MiKandi, which already has an app for Android and hosts an adult app store with over 7,000 software tools for your hardware, was at this year's Google I/O developer's conference, and has been trying out the newly-arrived kit to experiment with one of humanity's favorite types of media.

"It's not that Google Glass is just a camera – GoPro and others are already doing really good cameras – but Glass is more than that; it's a pretty awesome communications device," MiKandi CEO Jesse Adams told El Reg. "So you don't just use it for viewing content, but also for talking about it and sharing, letting people interact with media in totally new ways."

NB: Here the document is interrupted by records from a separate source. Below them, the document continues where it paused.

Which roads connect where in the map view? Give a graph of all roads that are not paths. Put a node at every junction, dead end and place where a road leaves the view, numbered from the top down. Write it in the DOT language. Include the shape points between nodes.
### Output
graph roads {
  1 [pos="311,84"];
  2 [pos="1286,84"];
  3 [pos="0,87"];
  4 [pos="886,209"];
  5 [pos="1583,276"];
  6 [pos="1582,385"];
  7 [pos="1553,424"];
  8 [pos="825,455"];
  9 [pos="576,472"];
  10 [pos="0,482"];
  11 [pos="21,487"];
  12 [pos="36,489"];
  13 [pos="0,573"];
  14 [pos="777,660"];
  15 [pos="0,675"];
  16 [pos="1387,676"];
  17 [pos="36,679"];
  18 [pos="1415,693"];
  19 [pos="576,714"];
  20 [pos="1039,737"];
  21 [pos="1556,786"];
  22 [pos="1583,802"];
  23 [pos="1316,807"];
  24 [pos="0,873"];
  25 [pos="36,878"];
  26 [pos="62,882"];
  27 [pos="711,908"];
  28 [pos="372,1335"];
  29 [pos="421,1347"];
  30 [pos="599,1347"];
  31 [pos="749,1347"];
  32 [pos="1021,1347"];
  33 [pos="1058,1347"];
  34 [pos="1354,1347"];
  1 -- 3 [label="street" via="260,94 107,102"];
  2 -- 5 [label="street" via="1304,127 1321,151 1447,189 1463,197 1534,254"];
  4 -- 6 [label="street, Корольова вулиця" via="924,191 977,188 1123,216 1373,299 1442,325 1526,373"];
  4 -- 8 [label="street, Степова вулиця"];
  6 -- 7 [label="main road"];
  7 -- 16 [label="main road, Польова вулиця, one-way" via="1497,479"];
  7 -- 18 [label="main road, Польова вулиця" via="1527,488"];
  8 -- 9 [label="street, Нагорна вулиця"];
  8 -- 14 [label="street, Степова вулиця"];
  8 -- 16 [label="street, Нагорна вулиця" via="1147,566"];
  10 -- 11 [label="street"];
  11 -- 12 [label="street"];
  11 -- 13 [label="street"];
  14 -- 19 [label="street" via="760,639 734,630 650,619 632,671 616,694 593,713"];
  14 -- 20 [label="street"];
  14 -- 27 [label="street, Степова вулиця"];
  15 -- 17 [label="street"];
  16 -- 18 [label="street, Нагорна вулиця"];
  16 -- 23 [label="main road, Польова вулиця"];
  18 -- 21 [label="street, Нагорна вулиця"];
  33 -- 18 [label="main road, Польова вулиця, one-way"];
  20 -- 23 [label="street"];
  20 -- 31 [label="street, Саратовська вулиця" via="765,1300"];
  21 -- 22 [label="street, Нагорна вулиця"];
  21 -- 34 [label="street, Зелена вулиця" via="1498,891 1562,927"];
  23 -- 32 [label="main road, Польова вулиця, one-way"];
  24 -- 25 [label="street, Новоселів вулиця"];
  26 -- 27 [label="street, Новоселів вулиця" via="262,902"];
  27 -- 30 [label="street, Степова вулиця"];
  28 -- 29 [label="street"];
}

The Glass hardware could prove and instant hit with makers of point-of-view pornography (and El Reg is willing to bet plenty of salacious snaps and video have already been taken privately), and Adams said that it's conceivable that adult performers could sell subscription access to the feeds from their Glass headsets during working hours.

"Glass can also enhance a couple's foreplay by having messages read to you, or snippets of footage sent to you during the day by your partner," he said.

It's an often-quoted view that the pornography industry is one of the earliest adopters of new technology. Certainly the industry was key in ensuring the success of the VHS format and was in the vanguard of web payments and e-commerce. But McEwen explained this is no longer the case.

"The old adage that porn drives technology is not as big anymore, certainly not for the last ten years," she explained. "A lot of companies spent time and money developing mobile apps only to get burned when Apple threw them out of the iTunes store, and now the industry seems split 50/50 on new technology, with a prevailing 'wait and see' attitude."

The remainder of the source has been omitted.